▶ **Exercise directions**
The entries are to be written out again with no differences.

[Dataset entries]

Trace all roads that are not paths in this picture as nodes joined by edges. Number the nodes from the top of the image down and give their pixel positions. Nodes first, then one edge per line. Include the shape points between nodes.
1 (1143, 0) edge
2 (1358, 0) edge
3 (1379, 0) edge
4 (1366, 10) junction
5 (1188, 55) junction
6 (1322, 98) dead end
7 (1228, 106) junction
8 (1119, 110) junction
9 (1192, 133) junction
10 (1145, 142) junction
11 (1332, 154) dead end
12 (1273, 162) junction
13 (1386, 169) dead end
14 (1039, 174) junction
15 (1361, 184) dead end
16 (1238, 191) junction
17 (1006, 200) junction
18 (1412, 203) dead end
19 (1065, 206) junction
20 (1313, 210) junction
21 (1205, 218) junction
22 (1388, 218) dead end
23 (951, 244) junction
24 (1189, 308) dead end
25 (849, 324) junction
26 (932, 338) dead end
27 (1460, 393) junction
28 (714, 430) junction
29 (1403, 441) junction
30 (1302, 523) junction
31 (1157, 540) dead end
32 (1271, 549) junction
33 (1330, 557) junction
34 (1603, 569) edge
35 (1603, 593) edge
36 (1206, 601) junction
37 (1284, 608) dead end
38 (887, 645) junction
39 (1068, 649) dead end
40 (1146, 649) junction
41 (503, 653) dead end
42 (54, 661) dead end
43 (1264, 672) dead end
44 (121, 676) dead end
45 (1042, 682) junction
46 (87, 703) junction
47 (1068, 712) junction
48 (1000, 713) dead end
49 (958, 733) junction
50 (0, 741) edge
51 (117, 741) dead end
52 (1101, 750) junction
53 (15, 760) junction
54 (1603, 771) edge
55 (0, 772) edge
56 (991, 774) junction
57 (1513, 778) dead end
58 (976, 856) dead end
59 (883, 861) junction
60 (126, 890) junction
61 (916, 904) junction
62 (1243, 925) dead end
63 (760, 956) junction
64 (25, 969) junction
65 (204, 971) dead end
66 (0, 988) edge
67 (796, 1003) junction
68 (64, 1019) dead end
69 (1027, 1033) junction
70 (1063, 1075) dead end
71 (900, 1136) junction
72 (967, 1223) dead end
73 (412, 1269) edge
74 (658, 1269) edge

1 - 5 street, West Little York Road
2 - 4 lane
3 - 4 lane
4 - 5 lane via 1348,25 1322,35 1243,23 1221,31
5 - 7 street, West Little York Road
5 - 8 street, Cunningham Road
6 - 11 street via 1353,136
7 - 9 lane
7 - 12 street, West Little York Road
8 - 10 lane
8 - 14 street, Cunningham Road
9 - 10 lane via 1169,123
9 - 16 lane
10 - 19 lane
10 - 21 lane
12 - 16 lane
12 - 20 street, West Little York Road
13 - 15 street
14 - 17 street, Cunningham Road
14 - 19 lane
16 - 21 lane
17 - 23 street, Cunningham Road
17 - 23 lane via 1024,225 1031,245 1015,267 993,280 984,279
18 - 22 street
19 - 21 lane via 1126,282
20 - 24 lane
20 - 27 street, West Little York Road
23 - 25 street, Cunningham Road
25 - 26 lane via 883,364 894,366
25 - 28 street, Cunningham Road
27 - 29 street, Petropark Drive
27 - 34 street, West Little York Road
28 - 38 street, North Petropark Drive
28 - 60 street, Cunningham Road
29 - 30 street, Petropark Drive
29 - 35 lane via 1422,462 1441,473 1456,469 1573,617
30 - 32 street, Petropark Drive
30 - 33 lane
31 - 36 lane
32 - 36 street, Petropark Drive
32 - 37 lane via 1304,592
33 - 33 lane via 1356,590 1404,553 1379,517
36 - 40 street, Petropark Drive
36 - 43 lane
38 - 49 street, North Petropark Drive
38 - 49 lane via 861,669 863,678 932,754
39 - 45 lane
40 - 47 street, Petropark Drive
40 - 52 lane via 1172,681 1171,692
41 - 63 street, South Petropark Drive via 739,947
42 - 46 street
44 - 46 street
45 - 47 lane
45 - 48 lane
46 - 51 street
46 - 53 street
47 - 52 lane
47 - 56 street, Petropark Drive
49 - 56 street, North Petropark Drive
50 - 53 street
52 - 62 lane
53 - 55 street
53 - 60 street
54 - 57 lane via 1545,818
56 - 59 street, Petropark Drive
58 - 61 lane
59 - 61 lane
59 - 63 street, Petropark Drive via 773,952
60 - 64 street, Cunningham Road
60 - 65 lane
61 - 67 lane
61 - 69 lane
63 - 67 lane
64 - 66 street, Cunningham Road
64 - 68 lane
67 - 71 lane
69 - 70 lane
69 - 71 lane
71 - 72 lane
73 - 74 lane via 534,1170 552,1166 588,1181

▶ **Written solution**
Trace all roads that are not paths in this picture as nodes joined by edges. Number the nodes from the top of the image down and give their pixel positions. Nodes first, then one edge per line. Include the shape points between nodes.
1 (1143, 0) edge
2 (1358, 0) edge
3 (1379, 0) edge
4 (1366, 10) junction
5 (1188, 55) junction
6 (1322, 98) dead end
7 (1228, 106) junction
8 (1119, 110) junction
9 (1192, 133) junction
10 (1145, 142) junction
11 (1332, 154) dead end
12 (1273, 162) junction
13 (1386, 169) dead end
14 (1039, 174) junction
15 (1361, 184) dead end
16 (1238, 191) junction
17 (1006, 200) junction
18 (1412, 203) dead end
19 (1065, 206) junction
20 (1313, 210) junction
21 (1205, 218) junction
22 (1388, 218) dead end
23 (951, 244) junction
24 (1189, 308) dead end
25 (849, 324) junction
26 (932, 338) dead end
27 (1460, 393) junction
28 (714, 430) junction
29 (1403, 441) junction
30 (1302, 523) junction
31 (1157, 540) dead end
32 (1271, 549) junction
33 (1330, 557) junction
34 (1603, 569) edge
35 (1603, 593) edge
36 (1206, 601) junction
37 (1284, 608) dead end
38 (887, 645) junction
39 (1068, 649) dead end
40 (1146, 649) junction
41 (503, 653) dead end
42 (54, 661) dead end
43 (1264, 672) dead end
44 (121, 676) dead end
45 (1042, 682) junction
46 (87, 703) junction
47 (1068, 712) junction
48 (1000, 713) dead end
49 (958, 733) junction
50 (0, 741) edge
51 (117, 741) dead end
52 (1101, 750) junction
53 (15, 760) junction
54 (1603, 771) edge
55 (0, 772) edge
56 (991, 774) junction
57 (1513, 778) dead end
58 (976, 856) dead end
59 (883, 861) junction
60 (126, 890) junction
61 (916, 904) junction
62 (1243, 925) dead end
63 (760, 956) junction
64 (25, 969) junction
65 (204, 971) dead end
66 (0, 988) edge
67 (796, 1003) junction
68 (64, 1019) dead end
69 (1027, 1033) junction
70 (1063, 1075) dead end
71 (900, 1136) junction
72 (967, 1223) dead end
73 (412, 1269) edge
74 (658, 1269) edge

1 - 5 street, West Little York Road
2 - 4 lane
3 - 4 lane
4 - 5 lane via 1348,25 1322,35 1243,23 1221,31
5 - 7 street, West Little York Road
5 - 8 street, Cunningham Road
6 - 11 street via 1353,136
7 - 9 lane
7 - 12 street, West Little York Road
8 - 10 lane
8 - 14 street, Cunningham Road
9 - 10 lane via 1169,123
9 - 16 lane
10 - 19 lane
10 - 21 lane
12 - 16 lane
12 - 20 street, West Little York Road
13 - 15 street
14 - 17 street, Cunningham Road
14 - 19 lane
16 - 21 lane
17 - 23 street, Cunningham Road
17 - 23 lane via 1024,225 1031,245 1015,267 993,280 984,279
18 - 22 street
19 - 21 lane via 1126,282
20 - 24 lane
20 - 27 street, West Little York Road
23 - 25 street, Cunningham Road
25 - 26 lane via 883,364 894,366
25 - 28 street, Cunningham Road
27 - 29 street, Petropark Drive
27 - 34 street, West Little York Road
28 - 38 street, North Petropark Drive
28 - 60 street, Cunningham Road
29 - 30 street, Petropark Drive
29 - 35 lane via 1422,462 1441,473 1456,469 1573,617
30 - 32 street, Petropark Drive
30 - 33 lane
31 - 36 lane
32 - 36 street, Petropark Drive
32 - 37 lane via 1304,592
33 - 33 lane via 1356,590 1404,553 1379,517
36 - 40 street, Petropark Drive
36 - 43 lane
38 - 49 street, North Petropark Drive
38 - 49 lane via 861,669 863,678 932,754
39 - 45 lane
40 - 47 street, Petropark Drive
40 - 52 lane via 1172,681 1171,692
41 - 63 street, South Petropark Drive via 739,947
42 - 46 street
44 - 46 street
45 - 47 lane
45 - 48 lane
46 - 51 street
46 - 53 street
47 - 52 lane
47 - 56 street, Petropark Drive
49 - 56 street, North Petropark Drive
50 - 53 street
52 - 62 lane
53 - 55 street
53 - 60 street
54 - 57 lane via 1545,818
56 - 59 street, Petropark Drive
58 - 61 lane
59 - 61 lane
59 - 63 street, Petropark Drive via 773,952
60 - 64 street, Cunningham Road
60 - 65 lane
61 - 67 lane
61 - 69 lane
63 - 67 lane
64 - 66 street, Cunningham Road
64 - 68 lane
67 - 71 lane
69 - 70 lane
69 - 71 lane
71 - 72 lane
73 - 74 lane via 534,1170 552,1166 588,1181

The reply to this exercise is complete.